══ TASK INPUT
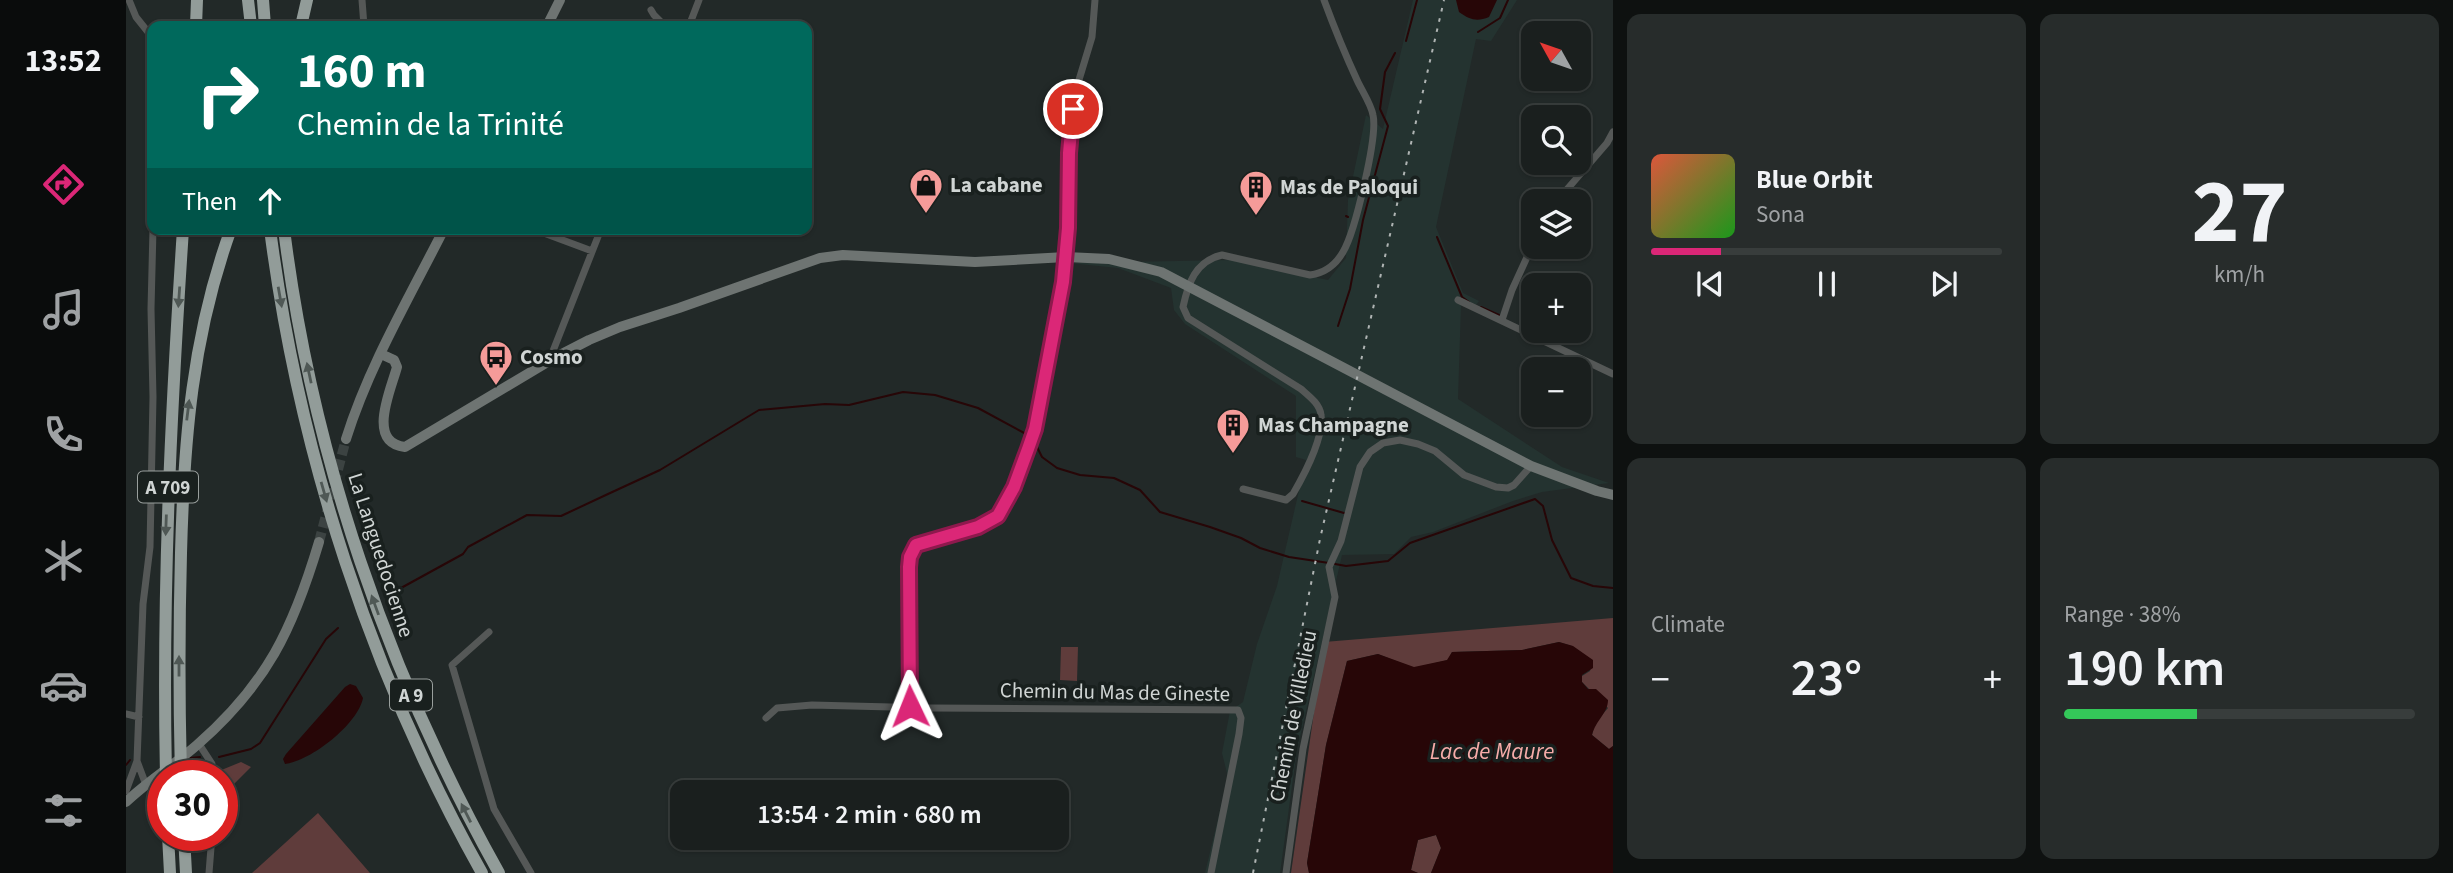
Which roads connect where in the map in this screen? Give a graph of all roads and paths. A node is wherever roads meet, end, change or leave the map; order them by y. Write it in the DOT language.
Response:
graph roads {
  1 [pos="129,0"];
  2 [pos="197,0"];
  3 [pos="248,0"];
  4 [pos="263,0"];
  5 [pos="307,0"];
  6 [pos="362,0"];
  7 [pos="699,0"];
  8 [pos="1095,0"];
  9 [pos="1324,0"];
  10 [pos="557,1"];
  11 [pos="651,10"];
  12 [pos="196,21"];
  13 [pos="250,21"];
  14 [pos="265,21"];
  15 [pos="302,21"];
  16 [pos="364,21"];
  17 [pos="549,21"];
  18 [pos="660,21"];
  19 [pos="691,21"];
  20 [pos="147,31"];
  21 [pos="1613,132"];
  22 [pos="1566,189"];
  23 [pos="153,235"];
  24 [pos="183,235"];
  25 [pos="229,235"];
  26 [pos="271,235"];
  27 [pos="285,235"];
  28 [pos="440,235"];
  29 [pos="549,235"];
  30 [pos="599,235"];
  31 [pos="592,251"];
  32 [pos="1066,257"];
  33 [pos="1526,259"];
  34 [pos="1189,285"];
  35 [pos="1458,300"];
  36 [pos="1502,320"];
  37 [pos="381,354"];
  38 [pos="555,357"];
  39 [pos="1613,374"];
  40 [pos="346,439"];
  41 [pos="1531,466"];
  42 [pos="1243,489"];
  43 [pos="1613,495"];
  44 [pos="319,542"];
  45 [pos="489,632"];
  46 [pos="910,706"];
  47 [pos="126,714"];
  48 [pos="139,717"];
  49 [pos="766,718"];
  50 [pos="195,747"];
  51 [pos="166,760"];
  52 [pos="181,760"];
  53 [pos="208,760"];
  54 [pos="137,761"];
  55 [pos="142,787"];
  56 [pos="126,791"];
  57 [pos="126,797"];
  58 [pos="126,802"];
  59 [pos="169,851"];
  60 [pos="185,851"];
  61 [pos="211,851"];
  62 [pos="170,873"];
  63 [pos="186,873"];
  64 [pos="209,873"];
  65 [pos="482,873"];
  66 [pos="499,873"];
  67 [pos="531,873"];
  68 [pos="1212,873"];
  69 [pos="1286,873"];
  1 -- 20 [label="street"];
  2 -- 12 [label="highway"];
  3 -- 13 [label="highway"];
  4 -- 14 [label="highway"];
  5 -- 15 [label="highway"];
  6 -- 16 [label="street"];
  7 -- 19 [label="street"];
  8 -- 32 [label="street"];
  9 -- 34 [label="street"];
  10 -- 17 [label="street"];
  11 -- 18 [label="street"];
  21 -- 22 [label="street"];
  23 -- 48 [label="street"];
  24 -- 51 [label="highway, A 709, one-way"];
  52 -- 25 [label="highway, A 709, one-way"];
  26 -- 65 [label="highway, La Languedocienne / A 9, one-way"];
  66 -- 27 [label="highway, La Languedocienne / A 9, one-way"];
  28 -- 37 [label="street"];
  29 -- 31 [label="street"];
  30 -- 31 [label="street"];
  31 -- 38 [label="street"];
  32 -- 34 [label="street"];
  32 -- 38 [label="street"];
  32 -- 46 [label="street"];
  33 -- 36 [label="street"];
  34 -- 41 [label="street"];
  34 -- 42 [label="street"];
  35 -- 36 [label="street"];
  36 -- 39 [label="street"];
  37 -- 38 [label="street"];
  37 -- 40 [label="street"];
  41 -- 43 [label="street"];
  41 -- 69 [label="street, Chemin de Villedieu"];
  44 -- 50 [label="street"];
  45 -- 67 [label="street"];
  46 -- 49 [label="street"];
  46 -- 68 [label="street, Chemin du Mas de Gineste"];
  47 -- 48 [label="street"];
  48 -- 54 [label="street"];
  50 -- 53 [label="street"];
  50 -- 55 [label="street"];
  54 -- 55 [label="street"];
  54 -- 56 [label="street"];
  55 -- 57 [label="street"];
  55 -- 58 [label="street"];
  59 -- 62 [label="highway"];
  60 -- 63 [label="highway"];
  61 -- 64 [label="street"];
}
════
Return every line shown above without changing a word, and skip the pictures.

Which roads connect where in the map in this screen? Give a graph of all roads and paths. A node is wherever roads meet, end, change or leave the map; order them by y. Write it in the DOT language.
Response:
graph roads {
  1 [pos="129,0"];
  2 [pos="197,0"];
  3 [pos="248,0"];
  4 [pos="263,0"];
  5 [pos="307,0"];
  6 [pos="362,0"];
  7 [pos="699,0"];
  8 [pos="1095,0"];
  9 [pos="1324,0"];
  10 [pos="557,1"];
  11 [pos="651,10"];
  12 [pos="196,21"];
  13 [pos="250,21"];
  14 [pos="265,21"];
  15 [pos="302,21"];
  16 [pos="364,21"];
  17 [pos="549,21"];
  18 [pos="660,21"];
  19 [pos="691,21"];
  20 [pos="147,31"];
  21 [pos="1613,132"];
  22 [pos="1566,189"];
  23 [pos="153,235"];
  24 [pos="183,235"];
  25 [pos="229,235"];
  26 [pos="271,235"];
  27 [pos="285,235"];
  28 [pos="440,235"];
  29 [pos="549,235"];
  30 [pos="599,235"];
  31 [pos="592,251"];
  32 [pos="1066,257"];
  33 [pos="1526,259"];
  34 [pos="1189,285"];
  35 [pos="1458,300"];
  36 [pos="1502,320"];
  37 [pos="381,354"];
  38 [pos="555,357"];
  39 [pos="1613,374"];
  40 [pos="346,439"];
  41 [pos="1531,466"];
  42 [pos="1243,489"];
  43 [pos="1613,495"];
  44 [pos="319,542"];
  45 [pos="489,632"];
  46 [pos="910,706"];
  47 [pos="126,714"];
  48 [pos="139,717"];
  49 [pos="766,718"];
  50 [pos="195,747"];
  51 [pos="166,760"];
  52 [pos="181,760"];
  53 [pos="208,760"];
  54 [pos="137,761"];
  55 [pos="142,787"];
  56 [pos="126,791"];
  57 [pos="126,797"];
  58 [pos="126,802"];
  59 [pos="169,851"];
  60 [pos="185,851"];
  61 [pos="211,851"];
  62 [pos="170,873"];
  63 [pos="186,873"];
  64 [pos="209,873"];
  65 [pos="482,873"];
  66 [pos="499,873"];
  67 [pos="531,873"];
  68 [pos="1212,873"];
  69 [pos="1286,873"];
  1 -- 20 [label="street"];
  2 -- 12 [label="highway"];
  3 -- 13 [label="highway"];
  4 -- 14 [label="highway"];
  5 -- 15 [label="highway"];
  6 -- 16 [label="street"];
  7 -- 19 [label="street"];
  8 -- 32 [label="street"];
  9 -- 34 [label="street"];
  10 -- 17 [label="street"];
  11 -- 18 [label="street"];
  21 -- 22 [label="street"];
  23 -- 48 [label="street"];
  24 -- 51 [label="highway, A 709, one-way"];
  52 -- 25 [label="highway, A 709, one-way"];
  26 -- 65 [label="highway, La Languedocienne / A 9, one-way"];
  66 -- 27 [label="highway, La Languedocienne / A 9, one-way"];
  28 -- 37 [label="street"];
  29 -- 31 [label="street"];
  30 -- 31 [label="street"];
  31 -- 38 [label="street"];
  32 -- 34 [label="street"];
  32 -- 38 [label="street"];
  32 -- 46 [label="street"];
  33 -- 36 [label="street"];
  34 -- 41 [label="street"];
  34 -- 42 [label="street"];
  35 -- 36 [label="street"];
  36 -- 39 [label="street"];
  37 -- 38 [label="street"];
  37 -- 40 [label="street"];
  41 -- 43 [label="street"];
  41 -- 69 [label="street, Chemin de Villedieu"];
  44 -- 50 [label="street"];
  45 -- 67 [label="street"];
  46 -- 49 [label="street"];
  46 -- 68 [label="street, Chemin du Mas de Gineste"];
  47 -- 48 [label="street"];
  48 -- 54 [label="street"];
  50 -- 53 [label="street"];
  50 -- 55 [label="street"];
  54 -- 55 [label="street"];
  54 -- 56 [label="street"];
  55 -- 57 [label="street"];
  55 -- 58 [label="street"];
  59 -- 62 [label="highway"];
  60 -- 63 [label="highway"];
  61 -- 64 [label="street"];
}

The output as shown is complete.